_What needs to be done_. Search the records for "JSON" and copy each line that holds it.

↓↓↓

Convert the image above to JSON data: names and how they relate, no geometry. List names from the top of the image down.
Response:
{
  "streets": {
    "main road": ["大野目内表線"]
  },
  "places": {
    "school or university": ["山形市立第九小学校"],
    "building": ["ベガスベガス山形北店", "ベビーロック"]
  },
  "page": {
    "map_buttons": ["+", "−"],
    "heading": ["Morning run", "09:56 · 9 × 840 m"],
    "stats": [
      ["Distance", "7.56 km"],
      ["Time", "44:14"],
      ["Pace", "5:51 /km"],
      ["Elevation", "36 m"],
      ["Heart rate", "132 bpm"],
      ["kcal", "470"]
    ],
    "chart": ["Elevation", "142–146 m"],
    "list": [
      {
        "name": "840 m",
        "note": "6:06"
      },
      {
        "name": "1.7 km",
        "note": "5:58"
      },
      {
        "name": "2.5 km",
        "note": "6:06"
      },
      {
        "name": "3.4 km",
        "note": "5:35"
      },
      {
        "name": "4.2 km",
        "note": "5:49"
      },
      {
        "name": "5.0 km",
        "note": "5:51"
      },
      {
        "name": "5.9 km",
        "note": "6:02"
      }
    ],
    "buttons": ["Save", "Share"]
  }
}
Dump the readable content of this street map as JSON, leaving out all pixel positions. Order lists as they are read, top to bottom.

↑↑↑

_Result below_.
Convert the image above to JSON data: names and how they relate, no geometry. List names from the top of the image down.
Dump the readable content of this street map as JSON, leaving out all pixel positions. Order lists as they are read, top to bottom.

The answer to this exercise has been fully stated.